The problem that ART-HEALT is addressing:
Infertility is common. It affects 1 in 6 people who are trying to get pregnant. Assisted reproductive technologies (ART), which include vitro fertilisation (IVF), and intracytoplasmic sperm injection (ICSI), are used to enable pregnancy in those with infertility. ART is increasingly used worldwide,. Since the first ART birth in 1978, research has largely focused on methods to improve live-birth rates, with the result that 25-40% of ART now result in a live-birth. Now-a-days ART is considered to be a routine effective treatment for infertility. With the widespread use of ART, concerns have been raised about its potential effect on future health. Some evidence suggests that that people conceived and born by ART are more likely to be obese and have high blood pressure, cholesterol levels, type 2 diabetes and heart disease.
Why is this important?:
We need to know if ART is causing these health problems and if it is whether there are specific types of ART that cause the problems. For example if some ways of stimulating a woman’s hormones to produce an egg are part of the problem or if any type of ART might cause these problems. If any or some types of ART cause these problems it is then we might be able reduce the problem with existing treatments for e.g. reducing blood pressure.. If, on the other hand we show that ART does not cause theses problems, then we can reassure people considering ART and those who have already been born with it that they are not at increased risk.
It is difficult to determine if ART causes health problems. This is because it is difficult to be able to tell whether an association of ART conception with such problems is because the ART causes these adverse outcomes or because the association is due to bias giving us the wrong answer, or is explained by confounding. Confounding occurs when we assume something is causal but we are in fact being fooled (confounded) into thinking that, by other things that produce the association. For example, most couples who need ART are likely to be infertile, and it might be the cause of their infertility (which is more likely in older people, those who smoke and those who are obese) that causes the offspring obesity ad heart disease than the ART.
Objectives of ART-HEALTH.
Our overall goal is to used state-of-the-art methods to determine whether conception by ART results in increased risk of adverse pregnancy and later life health problems. We are doing this through the following objectives
1. We are brining together three types of studies and applying different novel analysis methods to these different study times. One type of study brings birth cohorts from across the world together. These studies follow people from when they were in the womb during their mothers pregnancy, through birth, childhood and into adulthood.
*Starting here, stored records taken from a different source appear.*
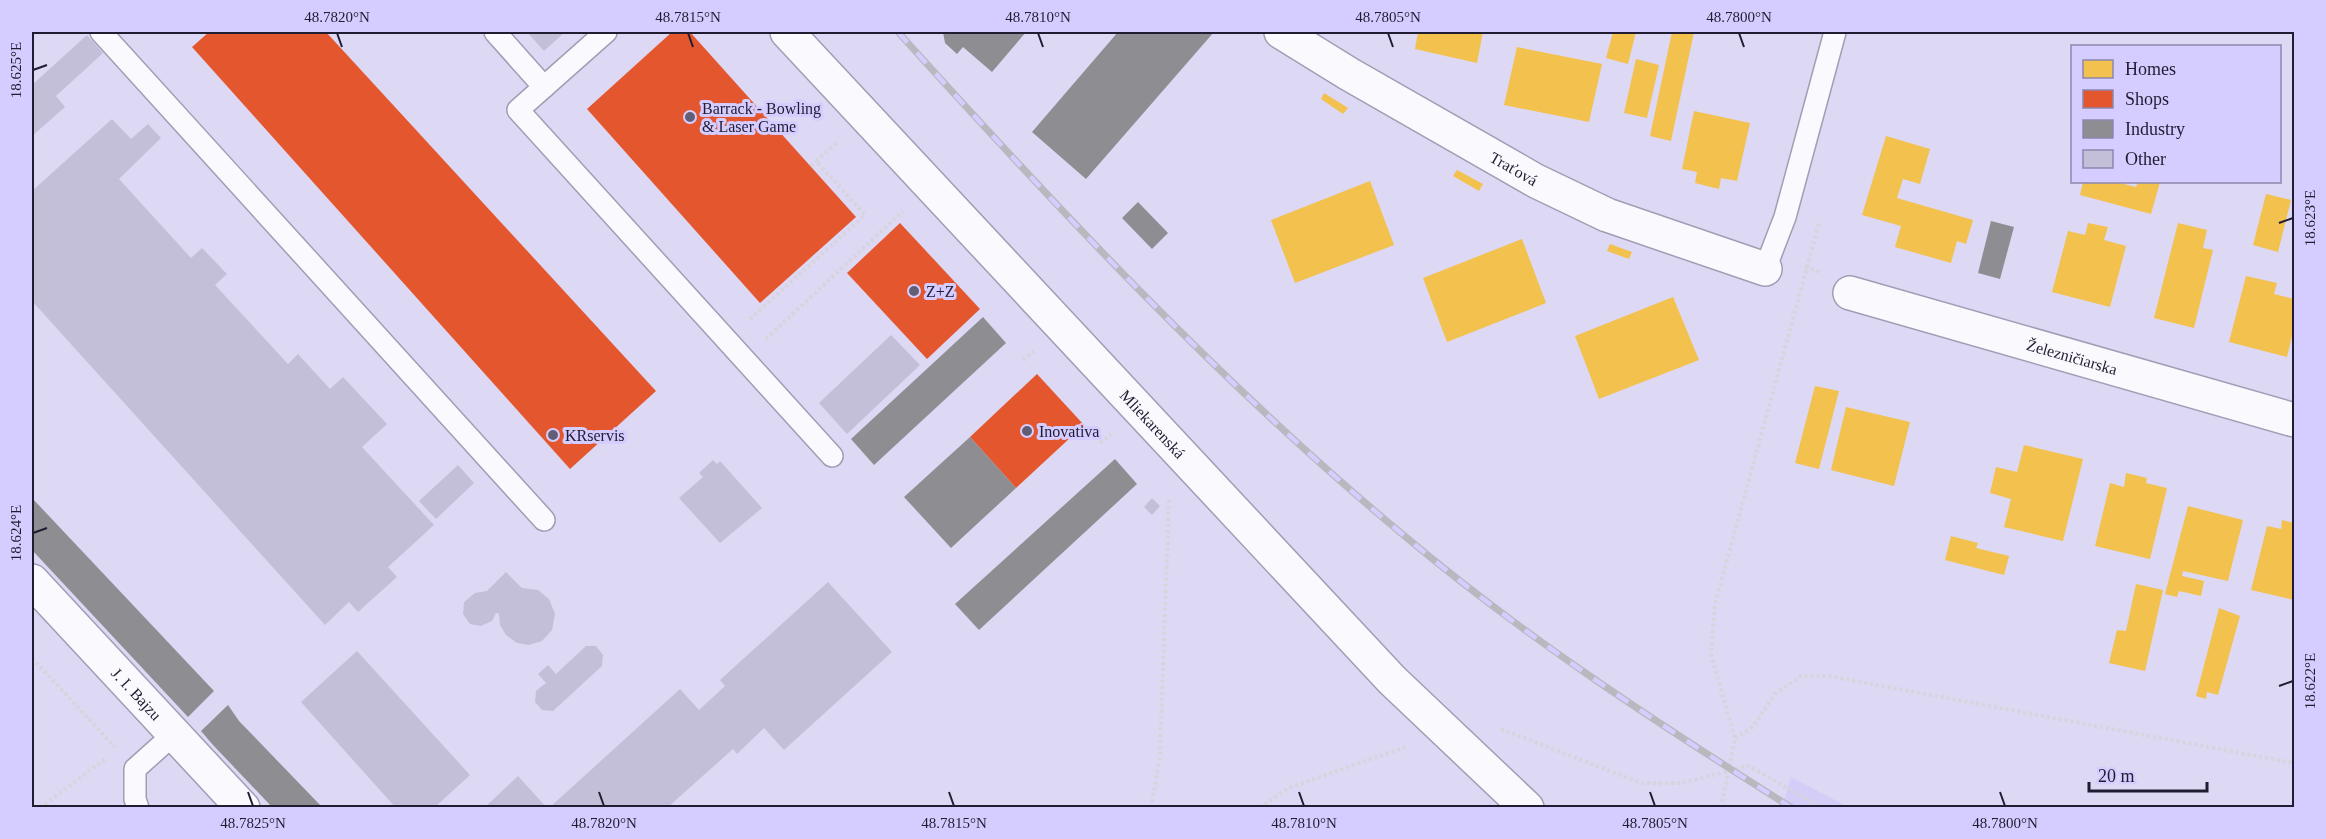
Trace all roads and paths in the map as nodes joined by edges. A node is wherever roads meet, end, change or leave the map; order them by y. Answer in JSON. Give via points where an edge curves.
{"nodes":[{"id":1,"x":101,"y":32,"type":"edge"},
{"id":2,"x":495,"y":32,"type":"edge"},
{"id":3,"x":606,"y":32,"type":"edge"},
{"id":4,"x":787,"y":32,"type":"edge"},
{"id":5,"x":1281,"y":32,"type":"edge"},
{"id":6,"x":1835,"y":32,"type":"edge"},
{"id":7,"x":544,"y":87,"type":"junction"},
{"id":8,"x":841,"y":139,"type":"dead end"},
{"id":9,"x":816,"y":161,"type":"junction"},
{"id":10,"x":811,"y":166,"type":"dead end"},
{"id":11,"x":904,"y":210,"type":"dead end"},
{"id":12,"x":1807,"y":267,"type":"dead end"},
{"id":13,"x":1765,"y":269,"type":"joint"},
{"id":14,"x":1850,"y":293,"type":"dead end"},
{"id":15,"x":727,"y":340,"type":"junction"},
{"id":16,"x":745,"y":359,"type":"junction"},
{"id":17,"x":2295,"y":420,"type":"edge"},
{"id":18,"x":832,"y":456,"type":"dead end"},
{"id":19,"x":1169,"y":493,"type":"dead end"},
{"id":20,"x":544,"y":520,"type":"dead end"},
{"id":21,"x":32,"y":581,"type":"edge"},
{"id":22,"x":32,"y":658,"type":"edge"},
{"id":23,"x":1499,"y":728,"type":"dead end"},
{"id":24,"x":174,"y":734,"type":"junction"},
{"id":25,"x":1735,"y":738,"type":"junction"},
{"id":26,"x":1412,"y":745,"type":"dead end"},
{"id":27,"x":118,"y":750,"type":"dead end"},
{"id":28,"x":2295,"y":763,"type":"edge"},
{"id":29,"x":1730,"y":769,"type":"junction"},
{"id":30,"x":138,"y":807,"type":"edge"},
{"id":31,"x":243,"y":807,"type":"edge"},
{"id":32,"x":1151,"y":807,"type":"edge"},
{"id":33,"x":1260,"y":807,"type":"edge"},
{"id":34,"x":1527,"y":807,"type":"edge"},
{"id":35,"x":1721,"y":807,"type":"edge"},
{"id":36,"x":1822,"y":807,"type":"edge"}],
"edges":[{"from":1,"to":20,"type":"lane"},
{"from":2,"to":7,"type":"lane"},
{"from":3,"to":7,"type":"lane"},
{"from":4,"to":34,"type":"street","name":"Mliekarenská","via":[[1392,680]]},
{"from":5,"to":13,"type":"street","name":"Traťová","via":[[1536,181],[1606,215]]},
{"from":6,"to":13,"type":"lane","via":[[1785,218]]},
{"from":7,"to":15,"type":"lane","via":[[518,110]]},
{"from":8,"to":9,"type":"path"},
{"from":9,"to":10,"type":"path"},
{"from":9,"to":15,"type":"path","via":[[865,215]]},
{"from":11,"to":16,"type":"path"},
{"from":12,"to":25,"type":"path","via":[[1715,604],[1711,655]]},
{"from":14,"to":17,"type":"street","name":"Železničiarska"},
{"from":15,"to":16,"type":"lane"},
{"from":16,"to":18,"type":"lane"},
{"from":19,"to":32,"type":"path","via":[[1160,755]]},
{"from":21,"to":24,"type":"street","name":"J. I. Bajzu"},
{"from":22,"to":27,"type":"path"},
{"from":23,"to":29,"type":"path","via":[[1641,783],[1682,783]]},
{"from":24,"to":30,"type":"lane","via":[[135,769]]},
{"from":24,"to":31,"type":"street","name":"J. I. Bajzu"},
{"from":25,"to":28,"type":"path","via":[[1753,727],[1775,694],[1801,676],[1829,676]]},
{"from":25,"to":29,"type":"path"},
{"from":26,"to":33,"type":"path","via":[[1288,788]]},
{"from":29,"to":35,"type":"path"},
{"from":29,"to":36,"type":"path","via":[[1749,766]]}]}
The strengths f this collaboration of birth cohorts is that we do not select on whether someone is conceived by ART or not. This means that those conceived by ART or natural conception are treated the same, with all the same measures on both groups. We can also look at whether any effect of ART changes over time as people get older. : The down side of the birth cohorts they often do not have detailed information on exactly how the ART was done. The second type of study is large electronic health record studies of whole populations. These have the advantages that they are very large, cover the whole population, such as the whole of the UK over many years, and are less likely to suffer from selection bias. They will have more details on the types of ART that were used compared to the birth cohorts. The down side of these is that they have less information on confounders than the birth cohorts. Lastly we are suing data from clinical cohort that has collected very detailed information on the whole ART process on 500 couples and for those who become pregnant comparing their pregnancy health and offspring later life health with a cohort of people from the same city who have the same measures from birth onwards. This will enable us to look at different aspects of the ART treatment, with much more detail than either of the first two. Across all three types of study we will use different types of analyses that have different biases. If se see similar results across the different study types and analysis types this gives us greater confidence that those results are the correct causal answer.
2. We are using the above data and methods to determine the effect of ART on pregnancy health and cardiovascular health.
3. We are using the above data and methods to explore biological mechanisms for any effects on pregnancy and cardiovascular health.